To assist with creating a repos.csv file, we've written some bash scripts that will generate a simple CSV file for you:
- GitHub
- GitLab
- Bitbucket Data Center
- Bitbucket Cloud
Step 1: Install and configure the GitHub CLI if you haven't already done so.
Step 2: Create a github.sh file like:
#!/bin/bash
if [ -z "$1" ]; then
echo "Usage: $0 <org>"
echo "Example: $0 openrewrite"
exit 1
fi
organization=$1
gh repo list "$organization" \
--json url,defaultBranchRef \
--jq '["cloneUrl","branch"], (.[] | [.url, .defaultBranchRef.name]) | @csv'
Step 3: Grant the script access to be run:
chmod +x github.sh
Step 4: Run the script and pipe it to a repos.csv file:
./github.sh YOUR_ORG_NAME > repos.csv
If everything was done correctly, you should have a repos.csv file that looks similar to the following:
"cloneUrl","branch"
"https://github.com/openrewrite/rewrite","main"
"https://github.com/openrewrite/rewrite-python","main"
"https://github.com/openrewrite/rewrite-openapi","main"
"https://github.com/openrewrite/rewrite-static-analysis","main"
"https://github.com/openrewrite/rewrite-java-dependencies","main"
"https://github.com/openrewrite/rewrite-docs","master"
Step 1: Create a GitLab personal access token if you don't already have one.

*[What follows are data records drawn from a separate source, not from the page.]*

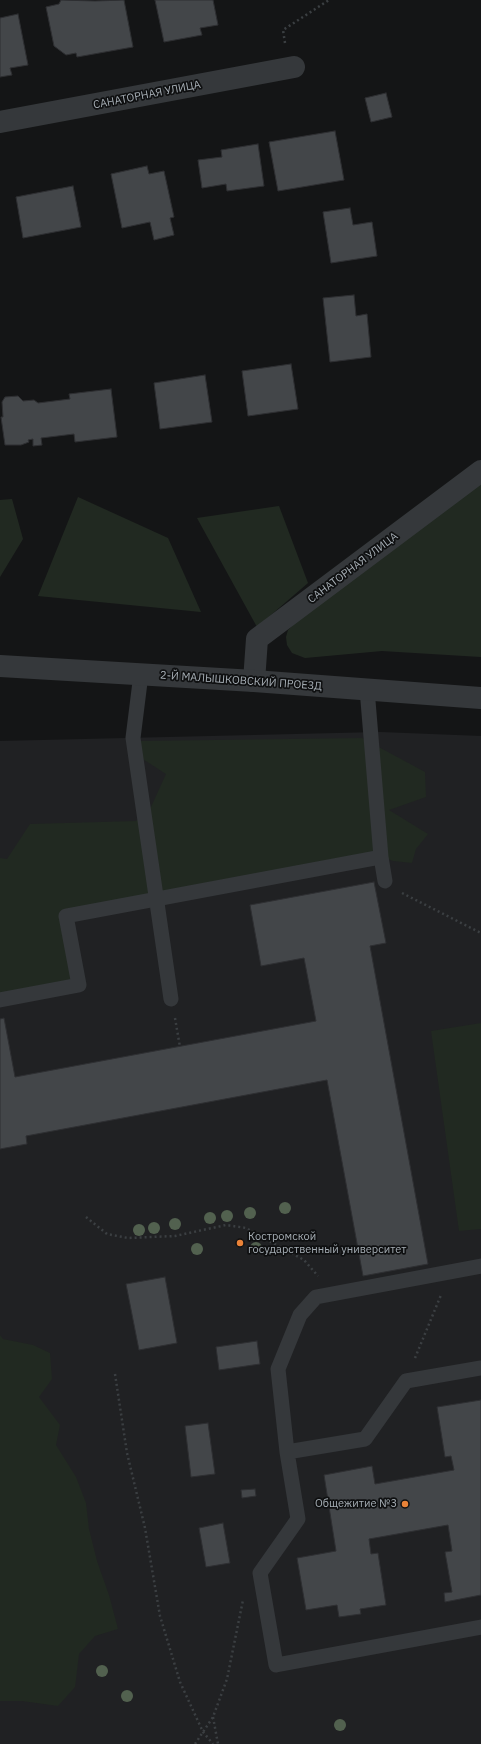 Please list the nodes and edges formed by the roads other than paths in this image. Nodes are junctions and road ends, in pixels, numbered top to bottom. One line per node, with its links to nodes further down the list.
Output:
1 (294, 67): 2 (street, САНАТОРНАЯ УЛИЦА)
2 (0, 122)
3 (481, 471): 6 (street, САНАТОРНАЯ УЛИЦА)
4 (0, 666): 5 (street, 2-Й МАЛЫШКОВСКИЙ ПРОЕЗД)
5 (141, 674): 6 (street, 2-Й МАЛЫШКОВСКИЙ ПРОЕЗД); 11 (lane)
6 (254, 681): 7 (street, 2-Й МАЛЫШКОВСКИЙ ПРОЕЗД)
7 (367, 690): 8 (street, 2-Й МАЛЫШКОВСКИЙ ПРОЕЗД); 9 (lane)
8 (481, 698)
9 (381, 857): 10 (lane); 11 (lane)
10 (385, 881)
11 (156, 899): 12 (lane); 13 (lane)
12 (171, 999)
13 (0, 1000)
14 (481, 1266): 16 (lane)
15 (481, 1368): 16 (lane)
16 (287, 1452): 17 (lane)
17 (481, 1627) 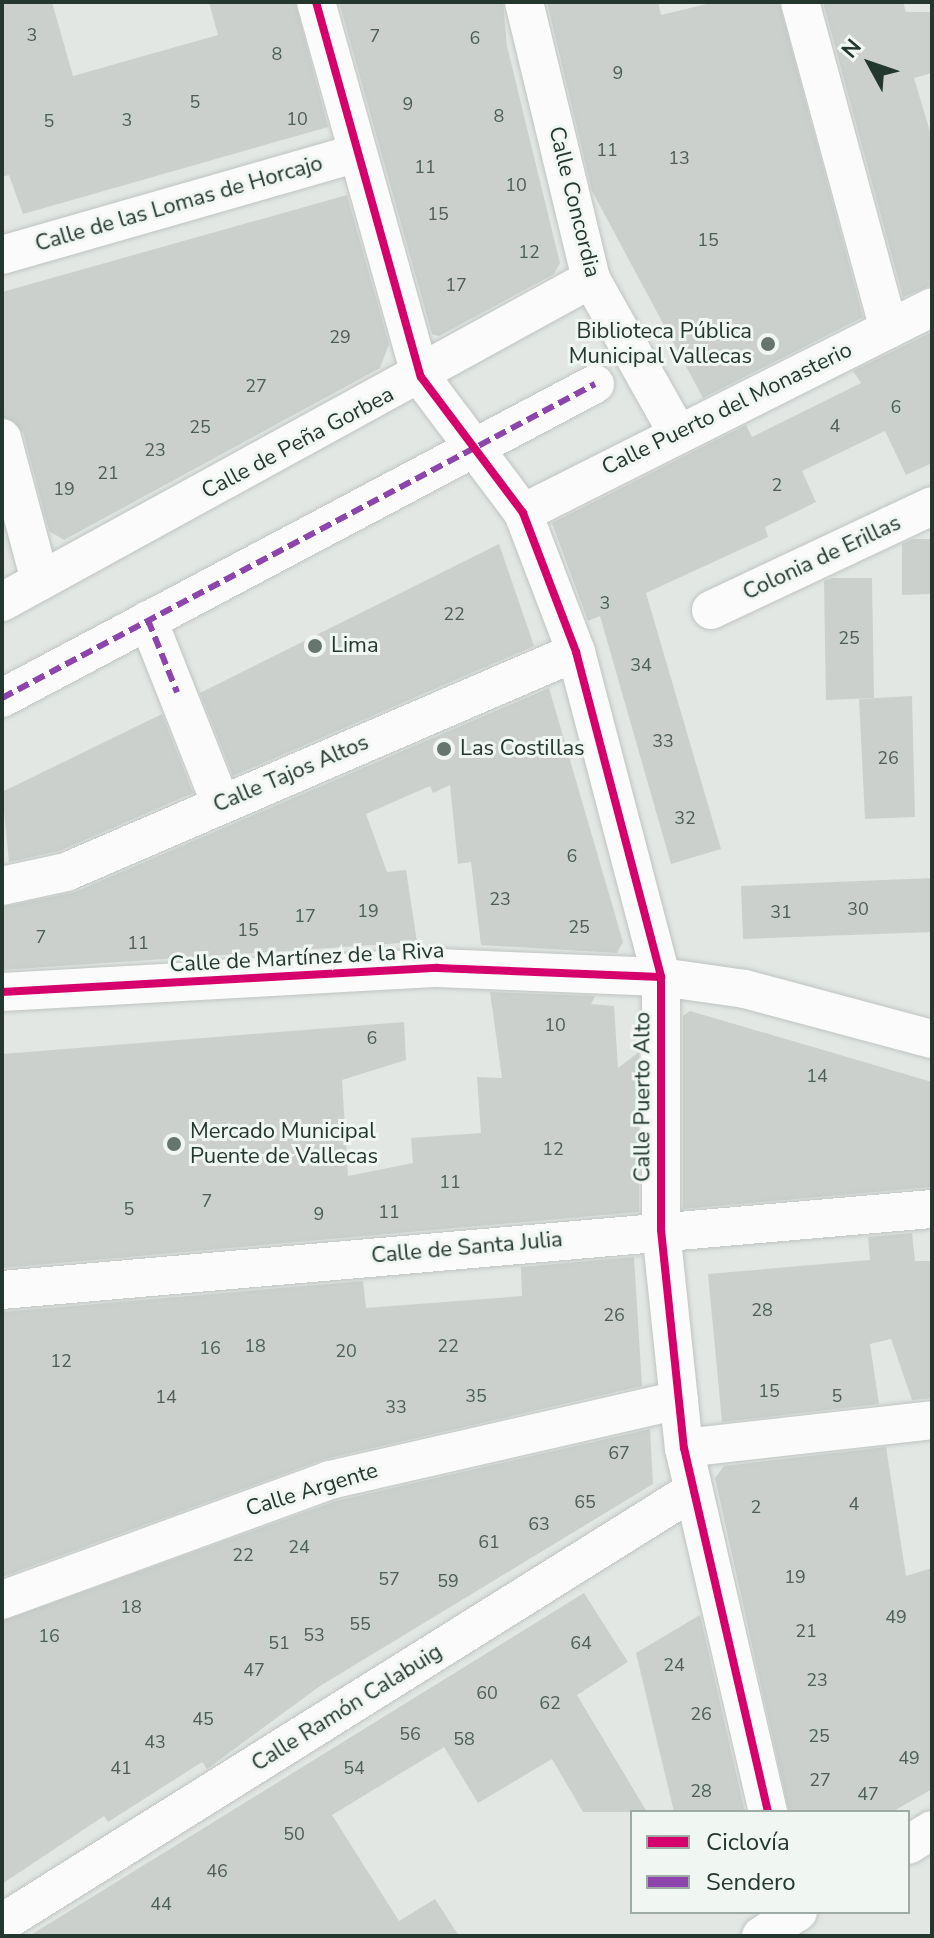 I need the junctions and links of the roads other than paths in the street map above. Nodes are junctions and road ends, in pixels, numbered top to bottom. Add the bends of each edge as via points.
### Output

Step 2: Create a gitlab.sh file like:
#!/bin/bash
while getopts ":g:h:" opt; do
case ${opt} in
g )
GROUP=$OPTARG
;;
h )
GITLAB_DOMAIN=$OPTARG
;;
\? )
echo "Usage: gitlab.sh [-g <group>] [-h <gitlab_domain>]"
exit 1
;;
esac
done
if [[ -z $AUTH_TOKEN ]]; then
echo "Please set the AUTH_TOKEN environment variable."
exit 1
fi
# Default GITLAB_DOMAIN to gitlab.com
GITLAB_DOMAIN=${GITLAB_DOMAIN:-https://gitlab.com}
if [[ -z $GROUP ]]; then
base_request_url="$GITLAB_DOMAIN/api/v4/projects?membership=true&simple=true&archived=false"
else
base_request_url="$GITLAB_DOMAIN/api/v4/groups/$GROUP/projects?include_subgroups=true&simple=true&archived=false"
fi
page=1
per_page=100
echo '"cloneUrl","branch"'
while :; do
# Construct the request URL with pagination parameters
request_url="${base_request_url}&page=${page}&per_page=${per_page}"
# Fetch the data
response=$(curl --silent --header "Authorization: Bearer $AUTH_TOKEN" "$request_url")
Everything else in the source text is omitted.